Pour une COP de la régulation financière et de la lutte contre l’évasion fiscale

eva-sasCommuniqué de presse

Paris, le 25 janvier 2017

Ce matin, la Commission des finances a adopté à l’unanimité la proposition de résolution d’Alain Bocquet et de la commission des affaires européennes pour que la France soit à l’initiative d’une conférence internationale de la régulation financière et de la lutte contre l’évasion fiscale, sous l’égide de l’ONU.

A problème d’envergure mondiale, solution d’envergure mondiale. Alors que les ravages de la mondialisation financiarisée touchent d’abord les plus faibles, il y a urgence à associer toutes les parties prenantes à la régulation de la finance. Sur le modèle des conférences des partis (COP) sur le dérèglement climatique, cette conférence aurait le mérite de mettre à l’agenda de toute la planète, et pas seulement de l’OCDE ou du G20, les enjeux de la régulation financière et de la lutte contre l’évasion fiscale.
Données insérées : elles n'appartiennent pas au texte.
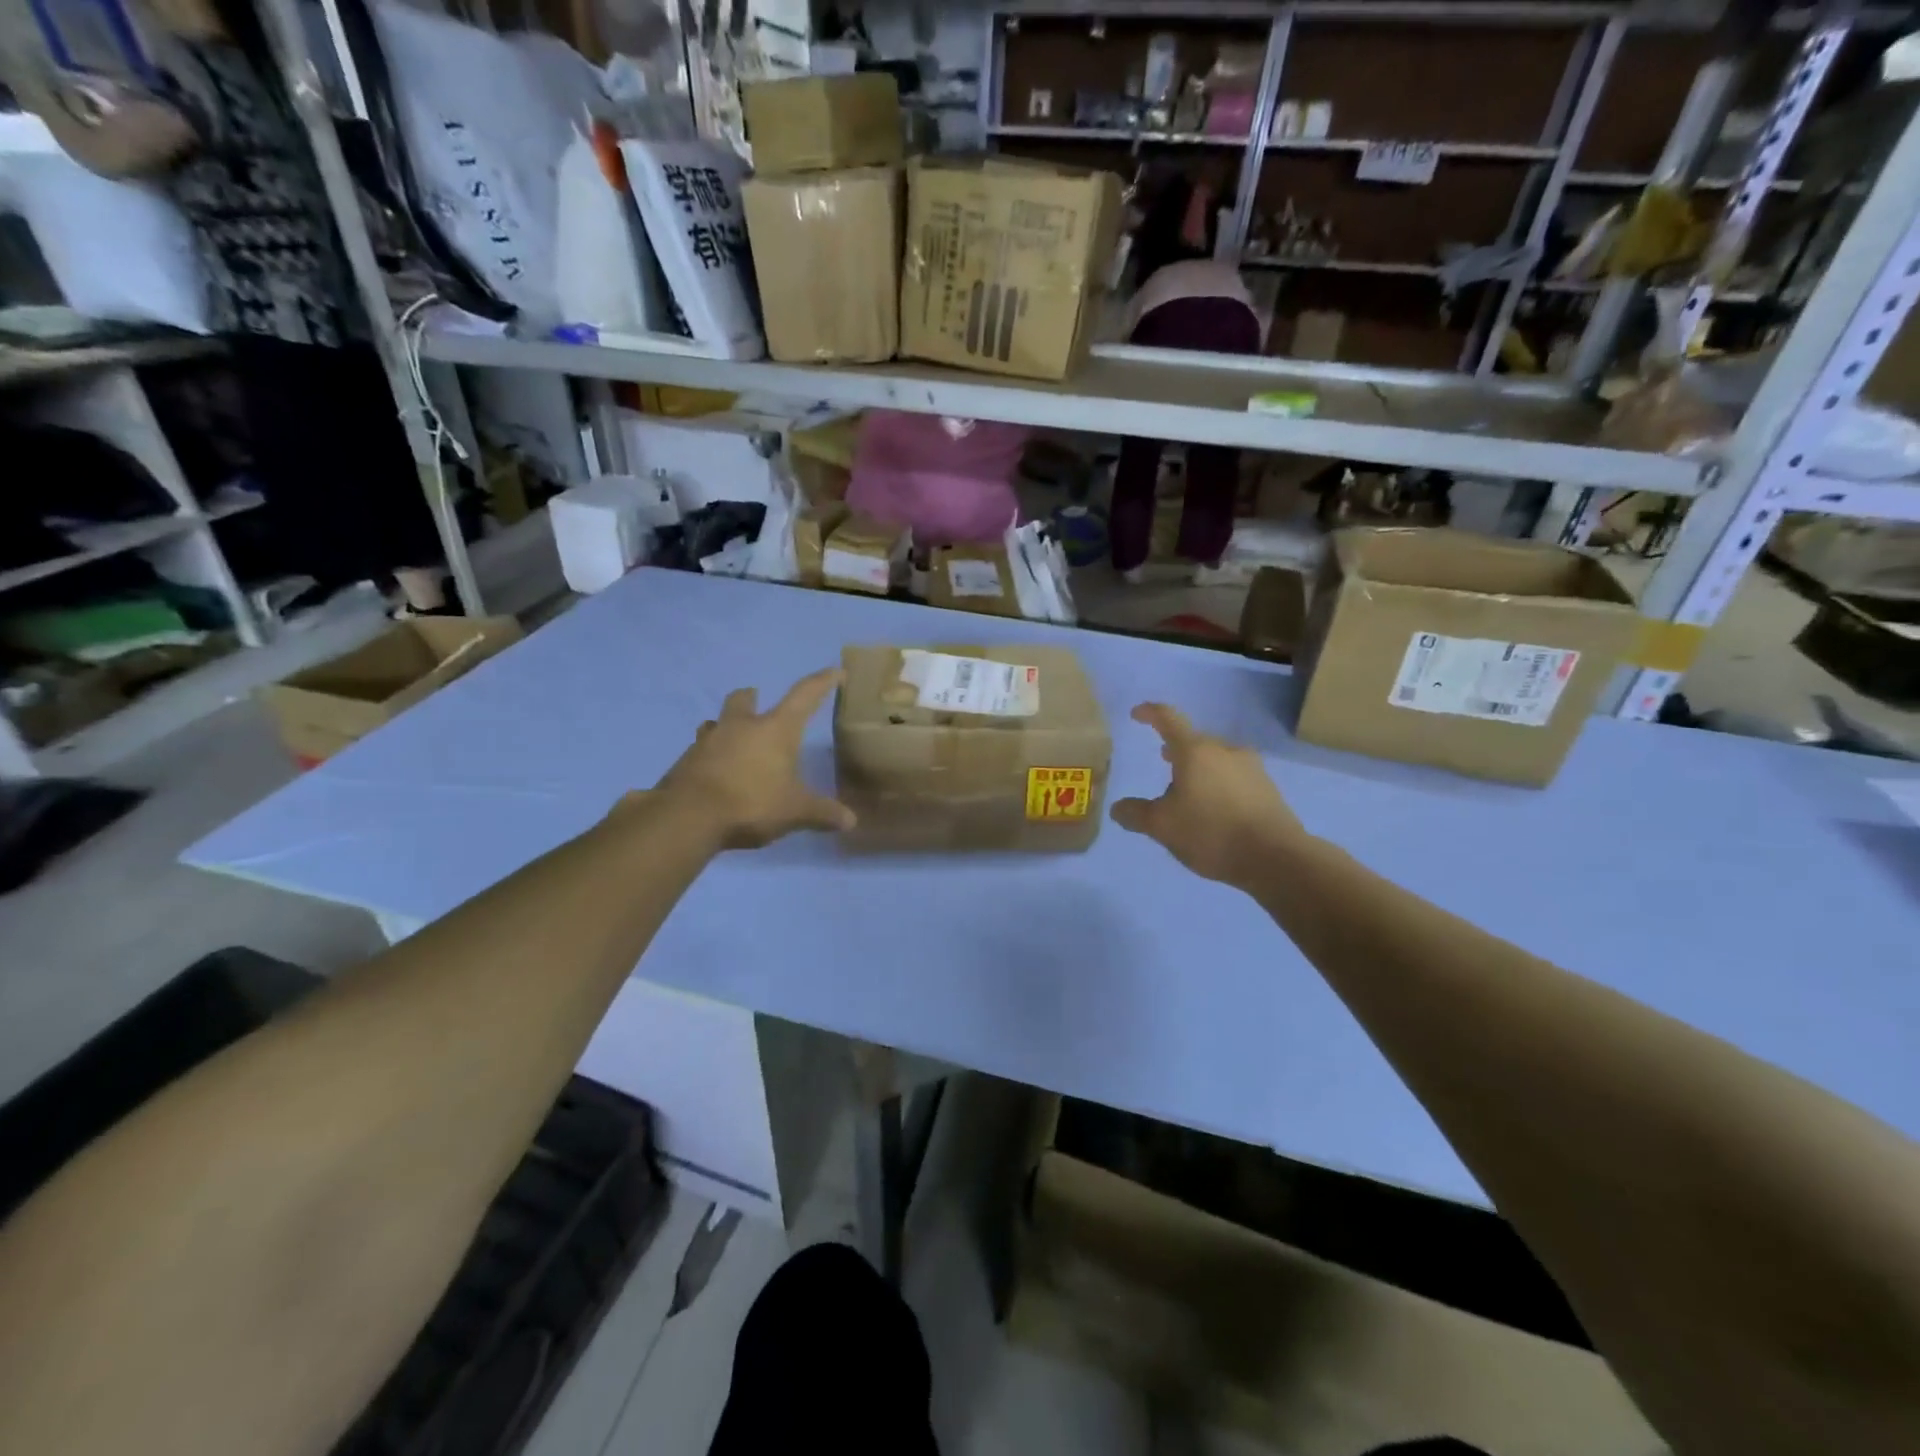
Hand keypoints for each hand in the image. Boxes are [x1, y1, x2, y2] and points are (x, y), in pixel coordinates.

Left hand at [655, 668, 855, 848]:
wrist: (688, 817)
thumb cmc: (752, 803)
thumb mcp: (795, 812)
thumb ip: (823, 813)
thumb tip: (851, 821)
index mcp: (775, 730)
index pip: (804, 695)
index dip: (822, 682)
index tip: (836, 671)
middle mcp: (741, 726)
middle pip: (743, 698)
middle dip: (751, 698)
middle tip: (758, 703)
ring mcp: (708, 741)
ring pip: (716, 722)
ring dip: (725, 726)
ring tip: (733, 741)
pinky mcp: (685, 761)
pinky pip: (699, 750)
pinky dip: (709, 756)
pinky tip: (715, 774)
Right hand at [1110, 703, 1308, 886]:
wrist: (1276, 857)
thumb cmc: (1211, 832)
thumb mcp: (1162, 827)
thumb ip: (1136, 814)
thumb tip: (1118, 808)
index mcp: (1195, 751)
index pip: (1168, 719)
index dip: (1150, 713)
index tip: (1137, 714)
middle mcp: (1225, 750)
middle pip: (1194, 740)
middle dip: (1176, 749)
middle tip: (1163, 760)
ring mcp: (1251, 767)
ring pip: (1216, 759)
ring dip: (1198, 767)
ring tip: (1187, 788)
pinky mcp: (1268, 788)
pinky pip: (1234, 776)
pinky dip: (1217, 783)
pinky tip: (1214, 808)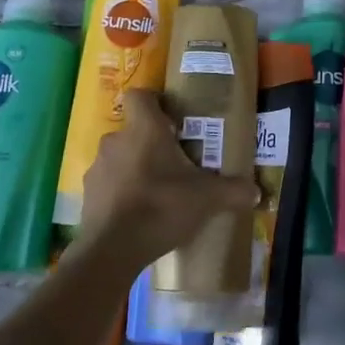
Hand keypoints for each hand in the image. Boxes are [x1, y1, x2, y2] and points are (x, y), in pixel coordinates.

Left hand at [74, 90, 256, 272]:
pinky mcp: (87, 194)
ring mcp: (98, 168)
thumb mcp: (207, 199)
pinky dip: (121, 192)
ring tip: (157, 191)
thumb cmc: (161, 207)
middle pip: (133, 130)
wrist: (112, 250)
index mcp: (144, 129)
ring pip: (119, 157)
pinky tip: (138, 213)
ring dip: (135, 167)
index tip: (172, 121)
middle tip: (174, 162)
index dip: (154, 102)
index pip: (139, 95)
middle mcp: (116, 141)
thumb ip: (233, 191)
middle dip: (151, 142)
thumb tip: (256, 192)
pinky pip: (108, 183)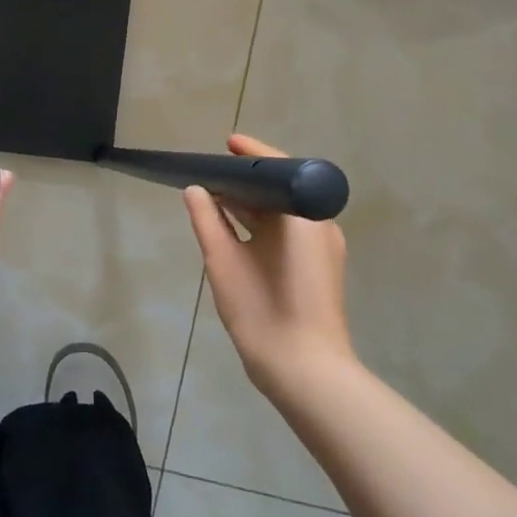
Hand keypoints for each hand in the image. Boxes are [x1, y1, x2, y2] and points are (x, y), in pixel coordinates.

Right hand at [183, 133, 352, 398]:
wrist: (306, 372)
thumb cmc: (264, 310)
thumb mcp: (224, 261)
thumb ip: (207, 220)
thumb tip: (195, 190)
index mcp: (301, 216)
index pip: (277, 167)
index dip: (249, 153)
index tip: (225, 143)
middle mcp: (318, 225)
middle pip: (280, 189)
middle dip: (246, 180)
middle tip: (209, 171)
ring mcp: (322, 249)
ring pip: (283, 213)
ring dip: (252, 204)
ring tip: (214, 196)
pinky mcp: (318, 269)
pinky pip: (288, 232)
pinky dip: (262, 225)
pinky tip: (234, 229)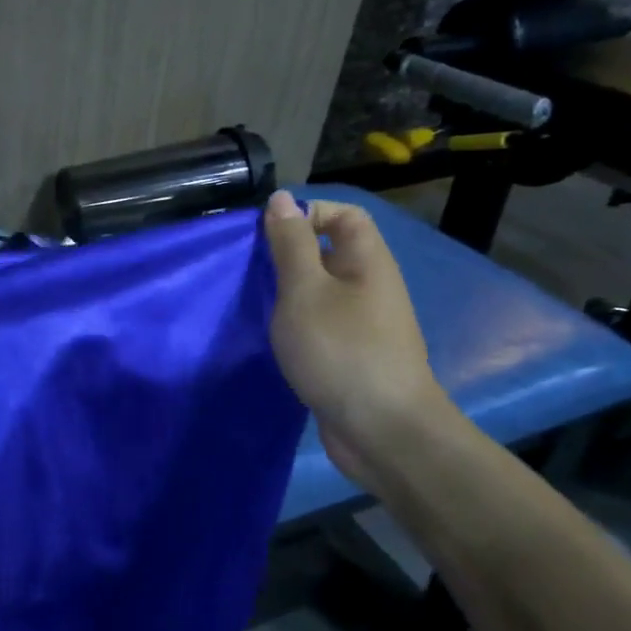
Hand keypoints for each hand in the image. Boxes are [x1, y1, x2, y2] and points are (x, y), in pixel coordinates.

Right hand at [263, 190, 447, 480]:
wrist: (382, 431)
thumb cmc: (341, 350)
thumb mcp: (304, 290)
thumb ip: (290, 244)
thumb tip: (281, 199)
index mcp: (367, 261)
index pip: (344, 214)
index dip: (307, 213)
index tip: (266, 235)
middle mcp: (370, 286)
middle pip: (329, 252)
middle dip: (287, 255)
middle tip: (248, 270)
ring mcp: (362, 324)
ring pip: (320, 291)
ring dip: (286, 293)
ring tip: (251, 303)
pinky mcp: (350, 356)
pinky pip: (319, 324)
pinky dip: (294, 324)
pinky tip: (270, 338)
Eva Sas, vice-présidente de la Commission des finances se félicite de cette initiative : « Trop longtemps, les pouvoirs publics en France et dans le monde ont laissé à la charge de la société civile, de citoyens engagés et aux médias d’investigation, le rôle de vigie dans les pratiques des multinationales et de la finance, il est temps que l’ONU s’approprie cette problématique qui concerne la stabilité mondiale, la justice sociale et environnementale ».

Pour Danielle Auroi, présidente de la Commission des Affaires européennes : « Il est grand temps de prendre la mesure internationale de la question de la dérive de la finance. On voit bien que les COP organisées sur les questions environnementales ont abouti à quelque chose, même si cela a pris du temps et a parfois été difficile. »

La résolution votée propose ainsi l’instauration d’une instance permanente de coopération, la définition d’une liste internationale des paradis fiscaux, l’amélioration de la transparence financière via un reporting public international des multinationales et des institutions bancaires, une meilleure protection des lanceurs d’alertes, ou encore la sensibilisation de la communauté internationale sur les conséquences sociales et environnementales de la dérégulation financière.

Le succès de la COP 21 avec la signature du traité de Paris démontre l’utilité de ces conférences annuelles pour mettre les gouvernements sous la pression de la société civile, et trouver des consensus d’action sur des sujets qui les concernent tous : la stabilité économique et monétaire internationale, et la fin de l’érosion de leurs budgets nationaux.